YOUR INSTRUCTIONS ->
Going through the data below, copy out each line where the word "Mojave" shows up.

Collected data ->
+++++

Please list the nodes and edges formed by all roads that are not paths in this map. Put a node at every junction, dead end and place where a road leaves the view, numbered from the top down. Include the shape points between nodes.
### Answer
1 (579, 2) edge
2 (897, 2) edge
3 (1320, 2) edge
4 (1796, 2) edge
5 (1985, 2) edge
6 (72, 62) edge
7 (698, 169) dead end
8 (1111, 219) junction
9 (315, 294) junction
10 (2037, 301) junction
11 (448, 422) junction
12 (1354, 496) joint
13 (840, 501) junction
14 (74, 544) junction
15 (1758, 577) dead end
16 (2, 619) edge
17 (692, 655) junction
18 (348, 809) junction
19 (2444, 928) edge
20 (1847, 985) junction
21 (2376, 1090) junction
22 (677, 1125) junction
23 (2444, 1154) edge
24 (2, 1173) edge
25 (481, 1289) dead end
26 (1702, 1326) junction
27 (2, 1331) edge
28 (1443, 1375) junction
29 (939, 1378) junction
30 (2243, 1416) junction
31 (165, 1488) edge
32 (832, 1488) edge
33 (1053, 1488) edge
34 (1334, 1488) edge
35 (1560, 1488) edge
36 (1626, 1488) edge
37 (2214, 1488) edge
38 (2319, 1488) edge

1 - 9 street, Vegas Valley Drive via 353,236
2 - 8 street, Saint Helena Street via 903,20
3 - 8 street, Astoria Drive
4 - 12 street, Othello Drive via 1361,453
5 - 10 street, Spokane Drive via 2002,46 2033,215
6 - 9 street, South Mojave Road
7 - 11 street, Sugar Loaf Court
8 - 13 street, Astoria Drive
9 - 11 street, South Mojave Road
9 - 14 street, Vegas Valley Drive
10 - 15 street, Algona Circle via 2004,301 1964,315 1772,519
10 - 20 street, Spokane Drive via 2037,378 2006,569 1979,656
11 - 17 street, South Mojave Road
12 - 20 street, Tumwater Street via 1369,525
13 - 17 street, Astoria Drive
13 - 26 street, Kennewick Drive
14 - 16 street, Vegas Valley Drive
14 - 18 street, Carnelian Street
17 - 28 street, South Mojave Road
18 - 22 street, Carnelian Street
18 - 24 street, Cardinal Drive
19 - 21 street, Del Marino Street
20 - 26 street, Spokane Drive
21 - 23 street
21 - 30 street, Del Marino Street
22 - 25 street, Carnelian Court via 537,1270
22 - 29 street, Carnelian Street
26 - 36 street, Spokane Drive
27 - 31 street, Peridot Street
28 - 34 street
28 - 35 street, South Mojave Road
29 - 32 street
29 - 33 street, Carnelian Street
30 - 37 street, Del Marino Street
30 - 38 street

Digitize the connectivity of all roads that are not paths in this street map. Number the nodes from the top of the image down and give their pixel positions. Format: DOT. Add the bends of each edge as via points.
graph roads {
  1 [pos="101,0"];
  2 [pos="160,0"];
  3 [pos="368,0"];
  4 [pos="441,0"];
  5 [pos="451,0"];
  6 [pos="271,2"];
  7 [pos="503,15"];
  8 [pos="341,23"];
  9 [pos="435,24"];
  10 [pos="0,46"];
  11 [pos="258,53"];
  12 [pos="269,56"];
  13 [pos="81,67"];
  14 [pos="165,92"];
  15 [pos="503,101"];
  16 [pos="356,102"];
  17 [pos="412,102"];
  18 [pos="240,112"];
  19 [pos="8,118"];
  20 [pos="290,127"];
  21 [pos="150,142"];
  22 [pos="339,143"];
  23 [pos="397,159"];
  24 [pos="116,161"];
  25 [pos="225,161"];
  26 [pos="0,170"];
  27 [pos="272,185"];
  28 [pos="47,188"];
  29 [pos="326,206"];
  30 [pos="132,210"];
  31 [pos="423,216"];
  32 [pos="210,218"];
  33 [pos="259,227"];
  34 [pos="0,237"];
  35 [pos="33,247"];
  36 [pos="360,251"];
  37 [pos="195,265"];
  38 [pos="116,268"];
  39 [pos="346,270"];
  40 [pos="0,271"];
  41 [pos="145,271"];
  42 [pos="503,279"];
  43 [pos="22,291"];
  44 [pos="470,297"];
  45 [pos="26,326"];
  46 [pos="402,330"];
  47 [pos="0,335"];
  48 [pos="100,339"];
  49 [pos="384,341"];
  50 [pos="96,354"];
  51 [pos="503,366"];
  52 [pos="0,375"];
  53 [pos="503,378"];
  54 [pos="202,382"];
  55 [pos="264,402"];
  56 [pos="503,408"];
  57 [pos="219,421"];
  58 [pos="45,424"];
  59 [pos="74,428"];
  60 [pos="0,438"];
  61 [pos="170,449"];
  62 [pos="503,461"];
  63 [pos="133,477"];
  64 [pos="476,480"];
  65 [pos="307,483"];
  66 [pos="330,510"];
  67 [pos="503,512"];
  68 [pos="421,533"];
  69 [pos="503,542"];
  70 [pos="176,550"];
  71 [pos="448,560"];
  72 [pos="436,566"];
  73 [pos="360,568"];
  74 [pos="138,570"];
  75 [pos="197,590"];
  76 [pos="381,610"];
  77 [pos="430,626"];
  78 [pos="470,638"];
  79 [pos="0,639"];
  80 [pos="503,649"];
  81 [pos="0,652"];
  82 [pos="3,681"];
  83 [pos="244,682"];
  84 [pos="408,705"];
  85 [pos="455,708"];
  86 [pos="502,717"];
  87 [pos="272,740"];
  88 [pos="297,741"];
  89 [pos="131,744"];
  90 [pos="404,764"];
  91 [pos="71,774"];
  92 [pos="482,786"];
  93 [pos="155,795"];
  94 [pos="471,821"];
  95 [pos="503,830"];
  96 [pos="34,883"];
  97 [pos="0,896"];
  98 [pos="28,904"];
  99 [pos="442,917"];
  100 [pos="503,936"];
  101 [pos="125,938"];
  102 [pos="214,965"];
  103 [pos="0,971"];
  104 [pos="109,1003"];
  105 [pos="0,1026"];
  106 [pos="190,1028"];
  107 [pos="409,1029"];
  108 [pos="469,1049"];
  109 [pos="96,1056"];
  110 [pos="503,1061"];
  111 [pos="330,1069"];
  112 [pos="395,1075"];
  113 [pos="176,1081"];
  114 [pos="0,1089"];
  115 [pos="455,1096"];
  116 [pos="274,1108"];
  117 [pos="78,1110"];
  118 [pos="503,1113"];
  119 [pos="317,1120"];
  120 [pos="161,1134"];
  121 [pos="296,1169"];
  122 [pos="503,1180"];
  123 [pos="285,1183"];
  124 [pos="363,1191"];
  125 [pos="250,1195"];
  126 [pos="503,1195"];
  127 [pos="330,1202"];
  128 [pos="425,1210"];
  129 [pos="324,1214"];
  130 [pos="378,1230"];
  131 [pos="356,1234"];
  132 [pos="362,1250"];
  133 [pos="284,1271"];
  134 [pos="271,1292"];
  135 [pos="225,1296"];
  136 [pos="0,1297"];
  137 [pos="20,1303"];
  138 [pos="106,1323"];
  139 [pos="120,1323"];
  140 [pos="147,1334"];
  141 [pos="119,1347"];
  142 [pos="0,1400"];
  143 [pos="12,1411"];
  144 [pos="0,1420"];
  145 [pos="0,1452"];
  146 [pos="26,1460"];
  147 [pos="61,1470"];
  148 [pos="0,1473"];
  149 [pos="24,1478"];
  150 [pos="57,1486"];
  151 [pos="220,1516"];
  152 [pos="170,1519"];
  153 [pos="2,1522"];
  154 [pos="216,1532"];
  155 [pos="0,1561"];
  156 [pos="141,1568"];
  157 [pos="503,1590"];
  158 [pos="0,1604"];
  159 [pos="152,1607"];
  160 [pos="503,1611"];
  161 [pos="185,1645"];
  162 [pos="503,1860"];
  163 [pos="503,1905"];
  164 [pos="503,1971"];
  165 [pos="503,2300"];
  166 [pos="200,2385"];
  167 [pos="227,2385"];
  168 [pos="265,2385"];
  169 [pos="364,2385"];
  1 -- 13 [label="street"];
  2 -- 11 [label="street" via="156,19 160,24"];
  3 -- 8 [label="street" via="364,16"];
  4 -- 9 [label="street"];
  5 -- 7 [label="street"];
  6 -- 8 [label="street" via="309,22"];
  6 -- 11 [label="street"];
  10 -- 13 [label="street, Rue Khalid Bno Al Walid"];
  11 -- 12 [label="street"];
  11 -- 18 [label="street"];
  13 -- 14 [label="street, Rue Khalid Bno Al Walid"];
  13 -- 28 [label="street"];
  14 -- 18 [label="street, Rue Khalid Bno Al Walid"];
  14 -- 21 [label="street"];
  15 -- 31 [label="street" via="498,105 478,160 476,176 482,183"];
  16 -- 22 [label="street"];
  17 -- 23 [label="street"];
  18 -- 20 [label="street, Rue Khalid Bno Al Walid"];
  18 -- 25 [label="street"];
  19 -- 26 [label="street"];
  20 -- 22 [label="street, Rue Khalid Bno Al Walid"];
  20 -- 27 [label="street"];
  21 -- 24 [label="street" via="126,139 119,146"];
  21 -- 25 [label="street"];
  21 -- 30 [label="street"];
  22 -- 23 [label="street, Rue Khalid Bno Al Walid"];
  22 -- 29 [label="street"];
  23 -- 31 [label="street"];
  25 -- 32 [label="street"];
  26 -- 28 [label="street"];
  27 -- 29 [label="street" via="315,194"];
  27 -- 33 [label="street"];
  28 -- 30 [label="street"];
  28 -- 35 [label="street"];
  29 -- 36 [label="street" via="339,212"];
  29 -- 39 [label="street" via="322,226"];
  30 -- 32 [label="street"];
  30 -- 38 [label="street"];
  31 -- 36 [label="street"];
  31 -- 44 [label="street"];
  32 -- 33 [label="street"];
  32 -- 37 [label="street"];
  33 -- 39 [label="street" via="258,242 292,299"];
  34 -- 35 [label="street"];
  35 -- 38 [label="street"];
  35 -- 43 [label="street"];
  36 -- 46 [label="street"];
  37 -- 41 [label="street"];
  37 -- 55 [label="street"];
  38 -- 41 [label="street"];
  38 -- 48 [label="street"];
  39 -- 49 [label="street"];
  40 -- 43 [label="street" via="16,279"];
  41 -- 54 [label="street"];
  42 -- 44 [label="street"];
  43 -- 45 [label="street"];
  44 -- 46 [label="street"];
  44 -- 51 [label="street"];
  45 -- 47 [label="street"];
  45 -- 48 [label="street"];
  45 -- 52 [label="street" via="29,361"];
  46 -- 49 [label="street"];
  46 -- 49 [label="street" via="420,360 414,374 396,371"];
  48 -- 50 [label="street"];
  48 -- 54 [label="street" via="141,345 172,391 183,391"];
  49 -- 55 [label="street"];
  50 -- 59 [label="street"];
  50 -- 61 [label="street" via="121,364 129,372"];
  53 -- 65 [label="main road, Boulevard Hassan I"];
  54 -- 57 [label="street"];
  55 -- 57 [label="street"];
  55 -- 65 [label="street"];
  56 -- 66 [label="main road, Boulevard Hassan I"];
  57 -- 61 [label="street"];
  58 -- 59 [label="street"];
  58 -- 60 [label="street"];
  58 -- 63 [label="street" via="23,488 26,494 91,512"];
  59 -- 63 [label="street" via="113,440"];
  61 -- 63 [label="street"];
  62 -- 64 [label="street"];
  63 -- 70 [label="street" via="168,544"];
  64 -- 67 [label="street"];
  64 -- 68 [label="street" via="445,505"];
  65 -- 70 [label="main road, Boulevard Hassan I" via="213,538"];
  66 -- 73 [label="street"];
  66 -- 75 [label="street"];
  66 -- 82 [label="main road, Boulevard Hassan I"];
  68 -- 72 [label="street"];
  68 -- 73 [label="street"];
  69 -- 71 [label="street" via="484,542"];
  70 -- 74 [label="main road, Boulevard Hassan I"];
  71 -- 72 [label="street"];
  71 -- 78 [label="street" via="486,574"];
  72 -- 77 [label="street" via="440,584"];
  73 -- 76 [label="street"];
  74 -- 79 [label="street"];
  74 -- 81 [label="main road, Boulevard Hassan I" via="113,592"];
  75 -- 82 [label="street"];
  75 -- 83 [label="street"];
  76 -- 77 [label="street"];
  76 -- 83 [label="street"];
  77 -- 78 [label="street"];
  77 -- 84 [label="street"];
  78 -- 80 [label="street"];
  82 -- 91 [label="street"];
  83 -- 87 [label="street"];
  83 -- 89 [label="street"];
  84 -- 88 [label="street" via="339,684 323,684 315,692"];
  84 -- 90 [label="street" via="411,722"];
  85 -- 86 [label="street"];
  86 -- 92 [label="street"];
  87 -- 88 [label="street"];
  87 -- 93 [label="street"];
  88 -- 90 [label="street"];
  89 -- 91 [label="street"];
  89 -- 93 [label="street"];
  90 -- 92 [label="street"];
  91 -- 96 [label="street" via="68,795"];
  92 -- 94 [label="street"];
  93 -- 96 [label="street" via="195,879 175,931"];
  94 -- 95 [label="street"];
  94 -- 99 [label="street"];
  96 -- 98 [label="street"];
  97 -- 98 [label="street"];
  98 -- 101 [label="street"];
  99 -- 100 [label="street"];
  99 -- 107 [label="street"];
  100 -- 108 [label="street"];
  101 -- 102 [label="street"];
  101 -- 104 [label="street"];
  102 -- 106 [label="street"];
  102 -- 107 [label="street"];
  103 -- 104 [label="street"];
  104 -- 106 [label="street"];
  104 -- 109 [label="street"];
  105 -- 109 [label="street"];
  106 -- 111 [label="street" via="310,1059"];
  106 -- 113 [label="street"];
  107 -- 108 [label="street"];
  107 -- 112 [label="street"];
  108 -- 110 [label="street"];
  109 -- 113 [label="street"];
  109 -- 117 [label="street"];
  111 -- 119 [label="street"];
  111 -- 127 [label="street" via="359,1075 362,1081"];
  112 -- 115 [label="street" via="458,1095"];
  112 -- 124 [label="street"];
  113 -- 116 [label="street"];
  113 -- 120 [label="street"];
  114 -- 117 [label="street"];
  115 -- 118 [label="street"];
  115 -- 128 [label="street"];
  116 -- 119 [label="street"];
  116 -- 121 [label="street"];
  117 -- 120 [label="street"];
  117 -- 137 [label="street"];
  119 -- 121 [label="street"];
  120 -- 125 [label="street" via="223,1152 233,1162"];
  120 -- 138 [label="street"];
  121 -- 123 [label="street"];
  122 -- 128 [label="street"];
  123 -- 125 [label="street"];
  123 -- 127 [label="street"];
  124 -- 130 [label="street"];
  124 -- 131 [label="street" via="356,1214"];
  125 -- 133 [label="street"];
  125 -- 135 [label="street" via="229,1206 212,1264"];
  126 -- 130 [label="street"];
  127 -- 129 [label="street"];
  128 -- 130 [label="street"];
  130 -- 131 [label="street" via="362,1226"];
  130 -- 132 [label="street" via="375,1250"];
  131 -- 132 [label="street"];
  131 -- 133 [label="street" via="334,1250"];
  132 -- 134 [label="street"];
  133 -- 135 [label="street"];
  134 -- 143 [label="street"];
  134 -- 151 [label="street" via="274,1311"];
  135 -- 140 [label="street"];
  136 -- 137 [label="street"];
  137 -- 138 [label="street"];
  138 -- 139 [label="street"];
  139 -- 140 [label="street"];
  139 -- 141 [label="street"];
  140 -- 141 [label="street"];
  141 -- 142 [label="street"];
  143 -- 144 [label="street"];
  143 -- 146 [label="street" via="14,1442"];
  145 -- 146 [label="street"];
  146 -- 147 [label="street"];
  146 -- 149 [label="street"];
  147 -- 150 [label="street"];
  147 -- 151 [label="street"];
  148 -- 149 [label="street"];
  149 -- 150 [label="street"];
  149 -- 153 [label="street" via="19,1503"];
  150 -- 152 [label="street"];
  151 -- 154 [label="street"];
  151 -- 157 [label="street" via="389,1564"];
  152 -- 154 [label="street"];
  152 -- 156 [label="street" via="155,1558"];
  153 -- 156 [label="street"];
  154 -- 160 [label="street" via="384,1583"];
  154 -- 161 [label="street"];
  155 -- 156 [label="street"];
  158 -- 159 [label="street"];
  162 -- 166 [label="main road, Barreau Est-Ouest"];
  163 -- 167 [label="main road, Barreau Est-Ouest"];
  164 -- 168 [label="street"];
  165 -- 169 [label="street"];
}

+++++

THE ANSWER ->
6 - 9 street, South Mojave Road
9 - 11 street, South Mojave Road
11 - 17 street, South Mojave Road
17 - 28 street, South Mojave Road
28 - 35 street, South Mojave Road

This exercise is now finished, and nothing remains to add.